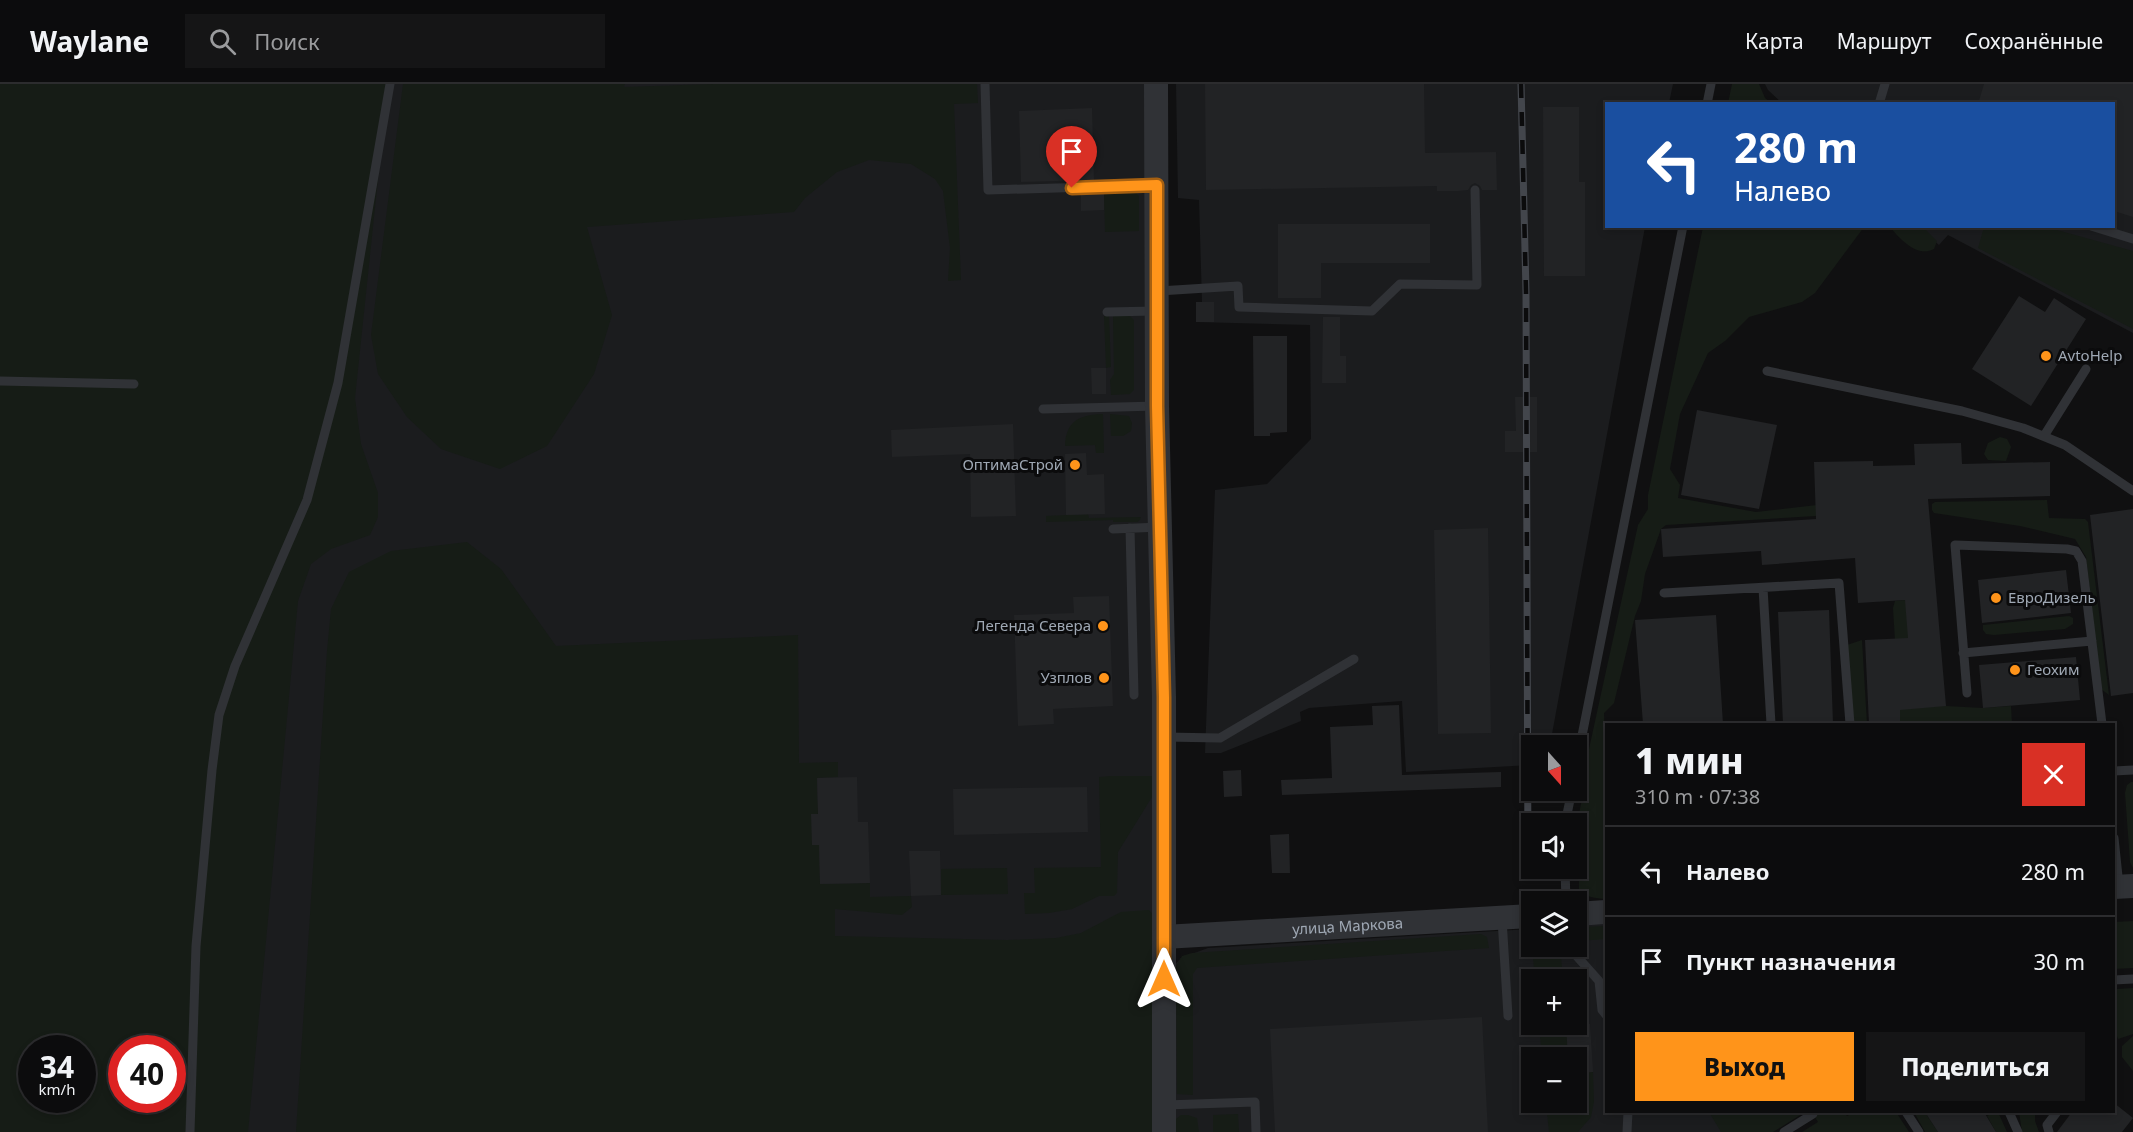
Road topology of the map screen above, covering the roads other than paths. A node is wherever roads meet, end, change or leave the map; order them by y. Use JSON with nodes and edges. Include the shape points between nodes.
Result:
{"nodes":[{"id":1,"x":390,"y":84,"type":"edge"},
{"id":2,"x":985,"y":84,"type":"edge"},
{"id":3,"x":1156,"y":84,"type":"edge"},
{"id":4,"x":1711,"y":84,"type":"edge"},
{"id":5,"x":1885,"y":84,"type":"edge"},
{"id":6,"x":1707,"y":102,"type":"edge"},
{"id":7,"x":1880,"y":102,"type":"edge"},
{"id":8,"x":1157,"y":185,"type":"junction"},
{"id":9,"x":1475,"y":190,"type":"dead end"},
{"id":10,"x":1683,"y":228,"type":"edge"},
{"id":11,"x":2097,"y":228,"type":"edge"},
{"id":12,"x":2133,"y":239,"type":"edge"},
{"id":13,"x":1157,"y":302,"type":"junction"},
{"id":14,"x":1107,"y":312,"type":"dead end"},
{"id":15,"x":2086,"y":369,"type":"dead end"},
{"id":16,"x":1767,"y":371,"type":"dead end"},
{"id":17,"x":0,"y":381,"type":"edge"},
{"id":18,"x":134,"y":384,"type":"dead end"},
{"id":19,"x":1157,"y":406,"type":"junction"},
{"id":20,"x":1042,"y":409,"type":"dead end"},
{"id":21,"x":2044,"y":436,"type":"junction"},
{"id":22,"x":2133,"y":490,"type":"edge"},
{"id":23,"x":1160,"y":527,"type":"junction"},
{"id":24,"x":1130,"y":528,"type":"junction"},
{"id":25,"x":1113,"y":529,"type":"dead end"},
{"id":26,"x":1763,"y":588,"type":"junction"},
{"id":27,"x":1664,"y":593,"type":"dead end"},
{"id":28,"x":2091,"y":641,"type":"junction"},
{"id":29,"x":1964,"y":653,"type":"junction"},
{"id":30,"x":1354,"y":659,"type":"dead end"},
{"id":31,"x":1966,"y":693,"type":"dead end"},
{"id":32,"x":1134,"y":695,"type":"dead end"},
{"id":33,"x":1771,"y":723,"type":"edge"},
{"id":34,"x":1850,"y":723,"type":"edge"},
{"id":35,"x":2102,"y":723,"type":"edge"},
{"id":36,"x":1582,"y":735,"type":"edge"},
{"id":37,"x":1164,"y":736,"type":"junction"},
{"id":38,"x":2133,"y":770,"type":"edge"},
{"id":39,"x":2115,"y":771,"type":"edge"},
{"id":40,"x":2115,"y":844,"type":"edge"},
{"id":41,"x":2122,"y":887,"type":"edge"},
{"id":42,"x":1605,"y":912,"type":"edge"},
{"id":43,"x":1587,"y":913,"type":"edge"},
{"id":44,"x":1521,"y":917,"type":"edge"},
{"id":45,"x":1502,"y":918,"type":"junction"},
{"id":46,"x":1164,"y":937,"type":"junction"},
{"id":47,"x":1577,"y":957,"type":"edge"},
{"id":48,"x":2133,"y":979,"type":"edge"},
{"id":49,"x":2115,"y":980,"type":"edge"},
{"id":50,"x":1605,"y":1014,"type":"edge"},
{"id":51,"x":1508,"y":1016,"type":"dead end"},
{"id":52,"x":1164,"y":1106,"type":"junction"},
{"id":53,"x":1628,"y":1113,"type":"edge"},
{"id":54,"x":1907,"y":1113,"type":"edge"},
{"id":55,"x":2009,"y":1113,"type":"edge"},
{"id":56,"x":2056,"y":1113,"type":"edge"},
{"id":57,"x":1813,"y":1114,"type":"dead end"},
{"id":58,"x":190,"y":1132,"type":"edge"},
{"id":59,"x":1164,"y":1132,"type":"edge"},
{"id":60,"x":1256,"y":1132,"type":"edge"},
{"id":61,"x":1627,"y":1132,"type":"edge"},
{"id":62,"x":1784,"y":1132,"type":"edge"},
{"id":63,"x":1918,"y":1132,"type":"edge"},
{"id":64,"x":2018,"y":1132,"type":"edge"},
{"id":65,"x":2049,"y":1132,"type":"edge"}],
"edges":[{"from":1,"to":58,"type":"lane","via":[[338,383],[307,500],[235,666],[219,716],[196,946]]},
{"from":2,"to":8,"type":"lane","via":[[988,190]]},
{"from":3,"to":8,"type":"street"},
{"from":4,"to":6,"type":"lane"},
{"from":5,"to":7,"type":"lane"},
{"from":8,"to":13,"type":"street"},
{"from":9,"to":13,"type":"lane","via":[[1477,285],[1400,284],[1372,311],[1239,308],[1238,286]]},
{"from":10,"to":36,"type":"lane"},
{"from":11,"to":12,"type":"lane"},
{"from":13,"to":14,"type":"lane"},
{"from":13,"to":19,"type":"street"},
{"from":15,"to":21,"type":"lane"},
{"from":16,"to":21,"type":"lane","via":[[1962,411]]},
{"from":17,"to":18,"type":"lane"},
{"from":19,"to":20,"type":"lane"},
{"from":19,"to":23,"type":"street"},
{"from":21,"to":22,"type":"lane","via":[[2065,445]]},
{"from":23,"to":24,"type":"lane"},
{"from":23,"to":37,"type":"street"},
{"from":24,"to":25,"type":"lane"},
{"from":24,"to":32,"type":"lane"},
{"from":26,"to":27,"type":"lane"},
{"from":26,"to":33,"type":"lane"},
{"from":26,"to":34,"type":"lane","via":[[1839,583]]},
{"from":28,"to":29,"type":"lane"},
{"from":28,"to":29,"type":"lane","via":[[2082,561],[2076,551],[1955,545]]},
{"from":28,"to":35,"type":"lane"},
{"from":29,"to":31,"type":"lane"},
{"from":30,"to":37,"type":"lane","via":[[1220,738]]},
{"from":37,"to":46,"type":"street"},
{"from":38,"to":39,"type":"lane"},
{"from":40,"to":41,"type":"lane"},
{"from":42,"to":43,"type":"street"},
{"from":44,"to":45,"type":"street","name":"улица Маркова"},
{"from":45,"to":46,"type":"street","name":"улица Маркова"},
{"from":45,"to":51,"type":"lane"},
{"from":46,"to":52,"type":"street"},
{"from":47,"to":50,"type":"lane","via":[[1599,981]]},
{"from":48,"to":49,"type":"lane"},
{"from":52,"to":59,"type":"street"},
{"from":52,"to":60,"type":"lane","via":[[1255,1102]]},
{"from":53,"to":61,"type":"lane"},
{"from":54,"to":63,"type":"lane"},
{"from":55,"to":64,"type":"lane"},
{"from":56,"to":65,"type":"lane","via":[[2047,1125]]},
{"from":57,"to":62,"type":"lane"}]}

**TASK ITEM:**
Return the material in full, word for word, and skip the pictures.

**EXERCISE RESPONSE:**
Road topology of the map screen above, covering the roads other than paths. A node is wherever roads meet, end, change or leave the map; order them by y. Use JSON with nodes and edges. Include the shape points between nodes.
Result:
{"nodes":[{"id":1,"x":390,"y":84,"type":"edge"},
{"id":2,"x":985,"y":84,"type":"edge"},
{"id":3,"x":1156,"y":84,"type":"edge"},
{"id":4,"x":1711,"y":84,"type":"edge"},
{"id":5,"x":1885,"y":84,"type":"edge"},
{"id":6,"x":1707,"y":102,"type":"edge"},
{"id":7,"x":1880,"y":102,"type":"edge"},
{"id":8,"x":1157,"y":185,"type":"junction"},
{"id":9,"x":1475,"y":190,"type":"dead end"},
{"id":10,"x":1683,"y":228,"type":"edge"},
{"id":11,"x":2097,"y":228,"type":"edge"},
{"id":12,"x":2133,"y":239,"type":"edge"},
{"id":13,"x":1157,"y":302,"type":"junction"},
{"id":14,"x":1107,"y":312,"type":"dead end"},
{"id":15,"x":2086,"y":369,"type":"dead end"},
{"id":16,"x":1767,"y":371,"type":"dead end"},
{"id":17,"x":0,"y":381,"type":"edge"},
{"id":18,"x":134,"y":384,"type":"dead end"},
{"id":19,"x":1157,"y":406,"type":"junction"},
{"id":20,"x":1042,"y":409,"type":"dead end"},
{"id":21,"x":2044,"y":436,"type":"junction"},
{"id":22,"x":2133,"y":490,"type":"edge"},
{"id":23,"x":1160,"y":527,"type":"junction"},
{"id":24,"x":1130,"y":528,"type":"junction"},
{"id":25,"x":1113,"y":529,"type":"dead end"},
{"id":26,"x":1763,"y":588,"type":"junction"},
{"id":27,"x":1664,"y":593,"type":"dead end"},
{"id":28,"x":2091,"y":641,"type":"junction"},
{"id":29,"x":1964,"y":653,"type":"junction"},
{"id":30,"x":1354,"y":659,"type":"dead end"},
{"id":31,"x":1966,"y":693,"type":"dead end"},
{"id":32,"x":1134,"y":695,"type":"dead end"},
{"id":33,"x":1771,"y":723,"type":"edge"},
{"id":34,"x":1850,"y":723,"type":"edge"},
{"id":35,"x":2102,"y":723,"type":"edge"},
{"id":36,"x":1582,"y":735,"type":"edge"},
{"id":37,"x":1164,"y":736,"type":"junction"},
{"id":38,"x":2133,"y":770,"type":"edge"},
{"id":39,"x":2115,"y":771,"type":"edge"},
{"id":40,"x":2115,"y":844,"type":"edge"},
{"id":41,"x":2122,"y":887,"type":"edge"},
{"id":42,"x":1605,"y":912,"type":"edge"},
{"id":43,"x":1587,"y":913,"type":"edge"},
{"id":44,"x":1521,"y":917,"type":"edge"},
{"id":45,"x":1502,"y":918,"type":"junction"},
{"id":46,"x":1164,"y":937,"type":"junction"},
{"id":47,"x":1577,"y":957,"type":"edge"},
{"id":48,"x":2133,"y":979,"type":"edge"},
{"id":49,"x":2115,"y":980,"type":"edge"},
{"id":50,"x":1605,"y":1014,"type":"edge"},
{"id":51,"x":1508,"y":1016,"type":"dead end"},
{"id":52,"x":1164,"y":1106,"type":"junction"},
{"id":53,"x":1628,"y":1113,"type":"edge"},
{"id":54,"x":1907,"y":1113,"type":"edge"},
{"id":55,"x":2009,"y":1113,"type":"edge"},
{"id":56,"x":2056,"y":1113,"type":"edge"},
{"id":57,"x":1813,"y":1114,"type":"dead end"},
{"id":58,"x":190,"y":1132,"type":"edge"},
{"id":59,"x":1164,"y":1132,"type":"edge"},
{"id":60,"x":1256,"y":1132,"type":"edge"},
{"id":61,"x":1627,"y":1132,"type":"edge"},
{"id":62,"x":1784,"y":1132,"type":"edge"},
{"id":63,"x":1918,"y":1132,"type":"edge"},
{"id":64,"x":2018,"y":1132,"type":"edge"},
{"id":65,"x":2049,"y":1132,"type":"edge"}],
"edges":[{"from":1,"to":58,"type":"lane","via":[[338,383],[307,500],[235,666],[219,716],[196,946]]},
{"from":2,"to":8,"type":"lane","via":[[988,190]]},
{"from":3,"to":8,"type":"street"},
{"from":4,"to":6,"type":"lane"},
{"from":5,"to":7,"type":"lane"},
{"from":8,"to":13,"type":"street"},
{"from":9,"to":13,"type":"lane","via":[[1477,285],[1400,284],[1372,311],[1239,308],[1238,286]]},
{"from":10,"to":36,"type":"lane"},
{"from":11,"to":12,"type":"lane"},
{"from":13,"to":14,"type":"lane"},
{"from":13,"to":19,"type":"street"},
{"from":15,"to":21,"type":"lane"},
{"from":16,"to":21,"type":"lane","via":[[1962,411]]},
{"from":17,"to":18,"type":"lane"},
{"from":19,"to":20,"type":"lane"},
{"from":19,"to":23,"type":"street"},
{"from":21,"to":22,"type":"lane","via":[[2065,445]]},
{"from":23,"to":24,"type":"lane"},
{"from":23,"to":37,"type":"street"},
{"from":24,"to":25,"type":"lane"},
{"from":24,"to":32,"type":"lane"},
{"from":26,"to":27,"type":"lane"},
{"from":26,"to":33,"type":"lane"},
{"from":26,"to":34,"type":"lane","via":[[1839,583]]},
{"from":28,"to":29,"type":"lane"},
{"from":28,"to":29,"type":"lane","via":[[2082,561],[2076,551],[1955,545]]},
{"from":28,"to":35,"type":"lane"},
{"from":29,"to":31,"type":"lane"},
{"from":30,"to":37,"type":"lane","via":[[1220,738]]},
{"from":37,"to":46,"type":"street"},
{"from":38,"to":39,"type":"lane"},
{"from":40,"to":41,"type":"lane"},
{"from":42,"to":43,"type":"street"},
{"from":44,"to":45,"type":"street","name":"улица Маркова"},
{"from":45,"to":46,"type":"street","name":"улица Маркова"},
{"from":45,"to":51,"type":"lane"},
{"from":46,"to":52,"type":"street"},
{"from":47,"to":50,"type":"lane","via":[[1599,981]]},
{"from":48,"to":49,"type":"lane"},
{"from":52,"to":59,"type":"street"},
{"from":52,"to":60,"type":"lane","via":[[1255,1102]]},
{"from":53,"to":61,"type":"lane"},
{"from":54,"to":63,"type":"lane"},
{"from":55,"to":64,"type":"lane"},
{"from":56,"to":65,"type":"lane","via":[[2047,1125]]},
{"from":57,"to":62,"type":"lane"}]}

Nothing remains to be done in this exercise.